* **EXERCISE DETAILS**: Would you show every line from the records that holds "Tuxedo"?

* **DATA EXTRACT**:

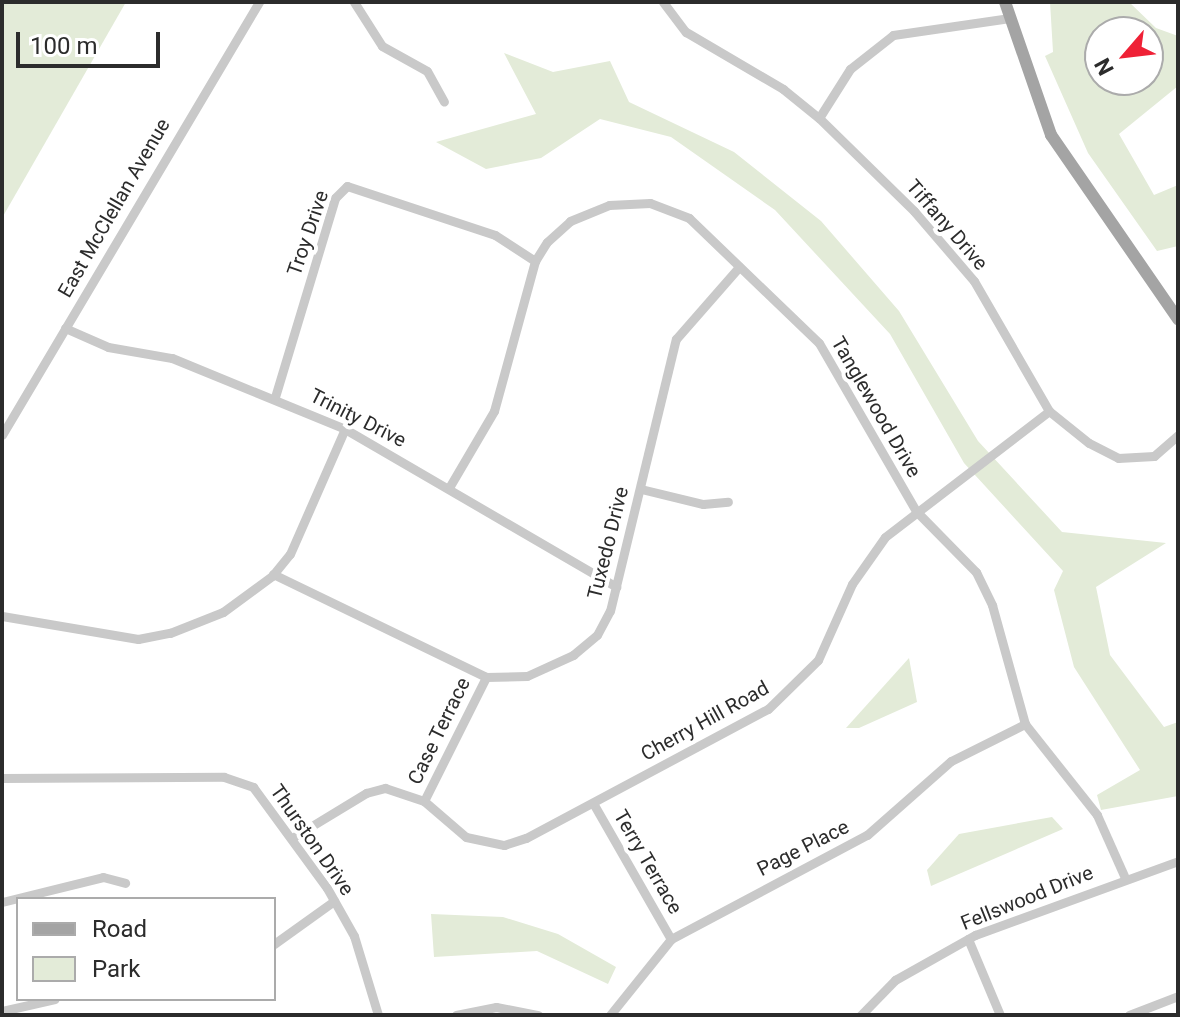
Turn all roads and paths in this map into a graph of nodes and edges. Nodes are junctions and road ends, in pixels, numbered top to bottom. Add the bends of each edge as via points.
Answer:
1 (259, 2) edge
2 (354, 2) edge
3 (663, 2) edge
4 (1005, 2) edge
5 (1010, 18) junction
6 (444, 102) dead end
7 (819, 118) junction
8 (535, 261) junction
9 (739, 267) junction
10 (1178, 319) edge
11 (65, 328) junction
12 (275, 397) junction
13 (1049, 411) junction
14 (345, 429) junction
15 (2, 435) edge
16 (1178, 435) edge
17 (450, 486) junction
18 (641, 489) junction
19 (728, 502) dead end
20 (916, 511) junction
21 (273, 574) junction
22 (616, 587) junction
23 (2, 616) edge
24 (486, 677) junction
25 (1025, 724) junction
26 (2, 778) edge
27 (424, 801) junction
28 (593, 803) junction
29 (292, 838) junction
30 (1178, 861) edge
31 (1125, 878) junction
32 (125, 883) dead end
33 (22, 897) edge
34 (334, 901) junction
35 (671, 939) junction
36 (968, 939) junction
37 (276, 943) edge
38 (1178, 996) edge
39 (46, 1001) edge
40 (2, 1011) edge
41 (378, 1015) edge
42 (456, 1015) edge
43 (538, 1015) edge
44 (610, 1015) edge
45 (861, 1015) edge
46 (1000, 1015) edge
47 (1129, 1015) edge

1 - 11 street, East McClellan Avenue
2 - 6 street via 382,46 427,71
3 - 7 street, Tiffany Drive via 686,32 783,89
4 - 5 main road
5 - 7 street via 893,35 850,69
5 - 10 main road via 1051,135
7 - 13 street, Tiffany Drive via 948,248 989,305
8 - 9 street, Tanglewood Drive via 570,221 609,205 639,202 689,218
8 - 12 street, Troy Drive via 495,235 347,186 335,198
8 - 17 street, Tanglewood Drive via 494,411
9 - 18 street, Tuxedo Drive via 676,339
9 - 20 street, Tanglewood Drive via 819,343
11 - 12 street, Trinity Drive via 108,347 172,358
11 - 15 street, East McClellan Avenue
12 - 14 street, Trinity Drive
13 - 16 street, Tiffany Drive via 1118,458 1154,456
13 - 20 street, Cherry Hill Road
14 - 17 street, Trinity Drive
14 - 21 street via 305,527
17 - 22 street, Trinity Drive
18 - 19 street via 703,504
18 - 22 street, Tuxedo Drive
20 - 25 street, Tanglewood Drive via 976,572 992,605
20 - 28 street, Cherry Hill Road via 864,564 818,660 792,690 768,709
21 - 23 street via 210,618 138,639
21 - 24 street, Tuxedo Drive
22 - 24 street, Tuxedo Drive via 604,625 573,655 527,676
24 - 27 street, Case Terrace
25 - 31 street, Tanglewood Drive via 1097,815
25 - 35 street, Page Place via 951,761 867,835
26 - 29 street, Thurston Drive via 224,777 253,787
27 - 28 street, Cherry Hill Road via 466,837 504,845
27 - 29 street, Cherry Hill Road via 378,788
28 - 35 street, Terry Terrace
29 - 34 street, Thurston Drive
30 - 31 street, Fellswood Drive
31 - 36 street, Fellswood Drive
32 - 33 street via 103,877
34 - 37 street
34 - 41 street, Thurston Drive via 367,965
35 - 44 street, Page Place
36 - 45 street, Fellswood Drive via 895,980
36 - 46 street
38 - 47 street
39 - 40 street
42 - 43 street via 496,1007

* **RESPONSE BELOW**:
9 - 18 street, Tuxedo Drive via 676,339
18 - 22 street, Tuxedo Drive
21 - 24 street, Tuxedo Drive
22 - 24 street, Tuxedo Drive via 604,625 573,655 527,676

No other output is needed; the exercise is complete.